Intergenerational Activity is a hot field of research and we are proud to be working with Dr Jennie Ferrell from the University of the West of England.
In the last century, societal changes have meant that more generations are living apart and interacting less, which may result in less support and understanding across generations, as well as an increase in feelings of loneliness and isolation (Newman, 1980). Research on intergenerational contact has found that activities shared among multiple generations can be beneficial for the health and wellbeing for older adults, children and their caregivers.
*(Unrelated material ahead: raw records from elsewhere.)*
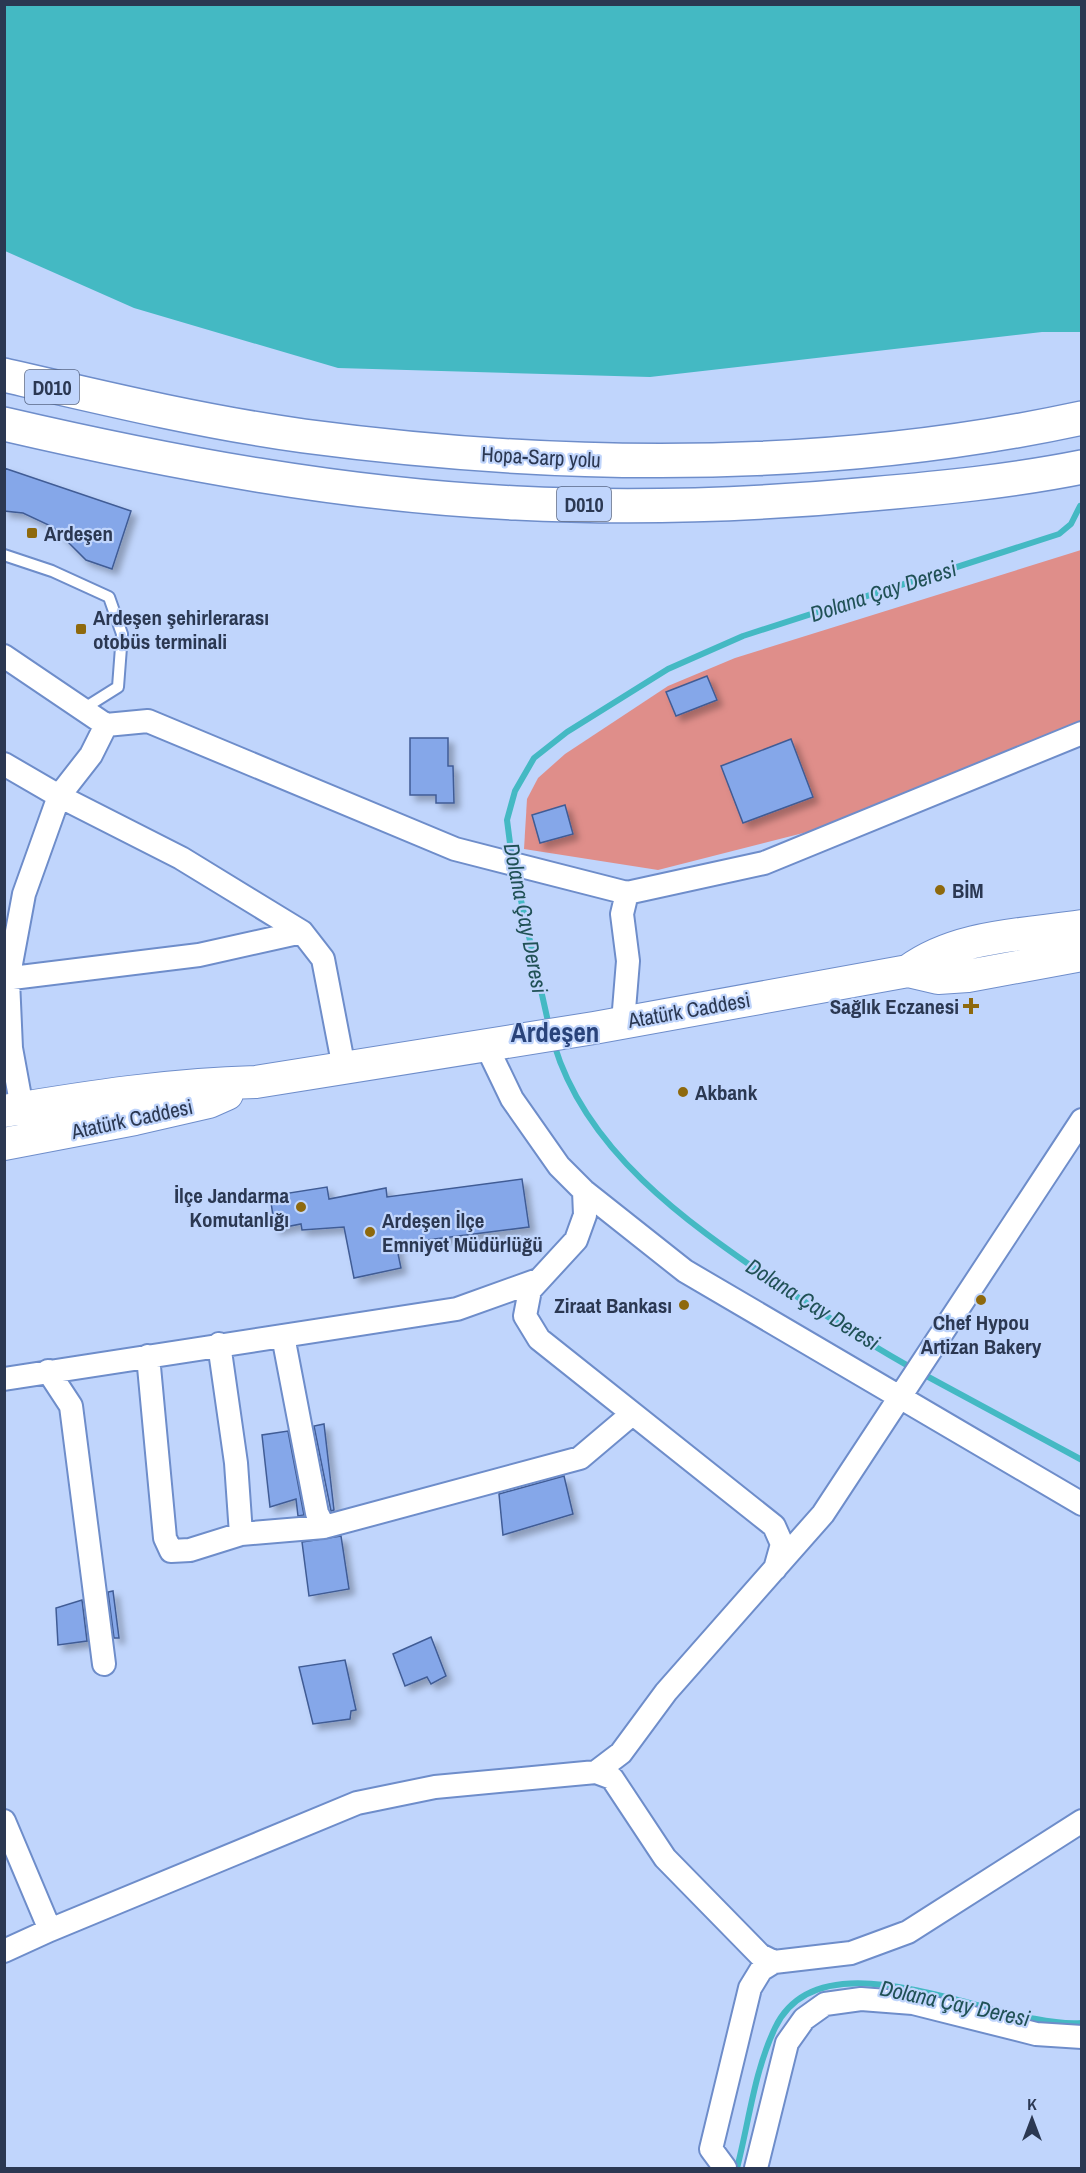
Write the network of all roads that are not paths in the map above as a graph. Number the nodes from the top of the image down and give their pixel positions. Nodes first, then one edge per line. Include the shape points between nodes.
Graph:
1 (4, 375) edge
2 (1082, 418) edge
3 (4, 424) edge
4 (1082, 467) edge
5 (4, 555) edge
6 (4, 656) edge
7 (83, 709) junction
8 (106, 725) junction
9 (1082, 733) edge
10 (4, 764) edge
11 (59, 796) junction
12 (627, 893) junction
13 (1082, 926) edge
14 (302, 932) junction
15 (1082, 955) edge
16 (908, 970) junction
17 (6, 980) edge
18 (608, 1025) junction
19 (500, 1043) junction
20 (344, 1068) junction
21 (256, 1082) junction
22 (13, 1109) edge
23 (1082, 1120) edge
24 (4, 1144) edge
25 (584, 1191) junction
26 (538, 1280) junction
27 (283, 1336) junction
28 (219, 1344) junction
29 (148, 1356) junction
30 (48, 1371) junction
31 (4, 1379) edge
32 (903, 1392) junction
33 (632, 1414) junction
34 (1082, 1504) edge
35 (324, 1527) junction
36 (241, 1534) junction
37 (774, 1572) junction
38 (104, 1664) dead end
39 (597, 1772) junction
40 (4, 1821) edge
41 (1082, 1821) edge
42 (50, 1930) junction
43 (4, 1952) edge
44 (774, 1962) junction
45 (1082, 2037) edge
46 (725, 2169) edge
47 (756, 2169) edge

1 - 2 highway, Hopa-Sarp yolu / D010 via 100,398 302,436 504,456 618,461 834,453 948,442
3 - 4 highway, D010 via 234,471 377,492 516,503 757,504 958,486
5 - 7 lane via 109,597 122,634 118,687
6 - 7 street
7 - 8 street
8 - 11 street via 91,755
8 - 12 street via 148,721 455,849
9 - 12 street via 764,863
10 - 11 street
11 - 14 street via 181,858
11 - 17 street via 24,894
12 - 18 street via 622,914 628,961
13 - 16 main road, Atatürk Caddesi via 964,944 928,956
14 - 17 street via 199,955
14 - 20 street via 323,959
15 - 16 main road, Atatürk Caddesi via 968,976 938,978
16 - 18 main road, Atatürk Caddesi
17 - 22 street
18 - 19 main road, Atatürk Caddesi
19 - 20 main road, Atatürk Caddesi
19 - 25 street via 512,1099 559,1166
20 - 21 main road, Atatürk Caddesi
21 - 22 main road, Atatürk Caddesi via 143,1089
21 - 24 main road, Atatürk Caddesi via 209,1102
23 - 32 street
25 - 26 street via 585,1215 576,1240
25 - 32 street via 685,1271
26 - 27 street via 457,1310
26 - 33 street via 530,1290 525,1316 539,1339
27 - 28 street
27 - 35 street via 317,1513
28 - 29 street
28 - 36 street via 236,1463
29 - 30 street
29 - 36 street via 165,1538 171,1551 190,1550
30 - 31 street
30 - 38 street via 71,1406
32 - 34 street
32 - 37 street via 823,1514
33 - 35 street via 580,1458
33 - 37 street via 774,1526 782,1544
35 - 36 street
37 - 39 street via 666,1692 621,1753
39 - 42 street via 435,1787 357,1803
39 - 44 street via 612,1778 665,1858 760,1955
40 - 42 street
41 - 44 street via 908,1932 851,1953
42 - 43 street
44 - 46 street via 761,1970 750,1988 711,2149
45 - 47 street via 1036,2034 913,2003 861,1999 825,2004 804,2019 787,2043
For example, previous research evaluating an intergenerational playgroup setting with care home residents (older adults) and preschool aged children (0-4) found that the experience was positive and allowed for more feelings of ‘connection’ by both care home residents and the parents/carers who attended the sessions (Skropeta et al., 2014). Intergenerational programmes have also been found to improve a sense of ‘meaningfulness’ for older adults (Murayama et al, 2015). Other researchers have also found benefits for children who engage in intergenerational activities as pre-schoolers, such as more positive attitudes toward older adults, more empathy toward older adults, and more self-regulation in general (Femia et al., 2008; Heyman et al., 2011) with effects lasting past the experience into after they started attending school.
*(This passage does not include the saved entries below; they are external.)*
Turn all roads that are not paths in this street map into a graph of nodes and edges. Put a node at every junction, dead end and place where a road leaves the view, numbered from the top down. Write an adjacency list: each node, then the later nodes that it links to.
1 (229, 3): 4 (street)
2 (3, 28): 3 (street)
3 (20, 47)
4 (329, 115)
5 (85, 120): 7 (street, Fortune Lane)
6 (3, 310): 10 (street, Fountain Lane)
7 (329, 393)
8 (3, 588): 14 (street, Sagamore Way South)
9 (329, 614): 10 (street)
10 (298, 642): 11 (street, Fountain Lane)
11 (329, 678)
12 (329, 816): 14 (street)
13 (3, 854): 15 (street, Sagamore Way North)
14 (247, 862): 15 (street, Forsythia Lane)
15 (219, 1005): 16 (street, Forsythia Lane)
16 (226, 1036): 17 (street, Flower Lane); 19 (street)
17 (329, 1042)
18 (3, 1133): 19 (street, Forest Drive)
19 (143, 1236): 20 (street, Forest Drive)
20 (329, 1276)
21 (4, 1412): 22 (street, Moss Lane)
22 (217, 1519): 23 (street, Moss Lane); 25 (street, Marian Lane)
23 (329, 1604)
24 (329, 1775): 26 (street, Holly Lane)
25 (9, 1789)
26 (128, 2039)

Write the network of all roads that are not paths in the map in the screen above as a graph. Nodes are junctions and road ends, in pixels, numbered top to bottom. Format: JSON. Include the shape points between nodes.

However, findings on the benefits of intergenerational programmes have been mixed due to the variety of types of programmes and types of activities used for intergenerational contact. We hope to build the knowledge of not only exploring the benefits of intergenerational contact, but further explore the best activities to promote wellbeing and positive attitudes in all generations involved, and find the best methods for evaluating such programmes through our own research.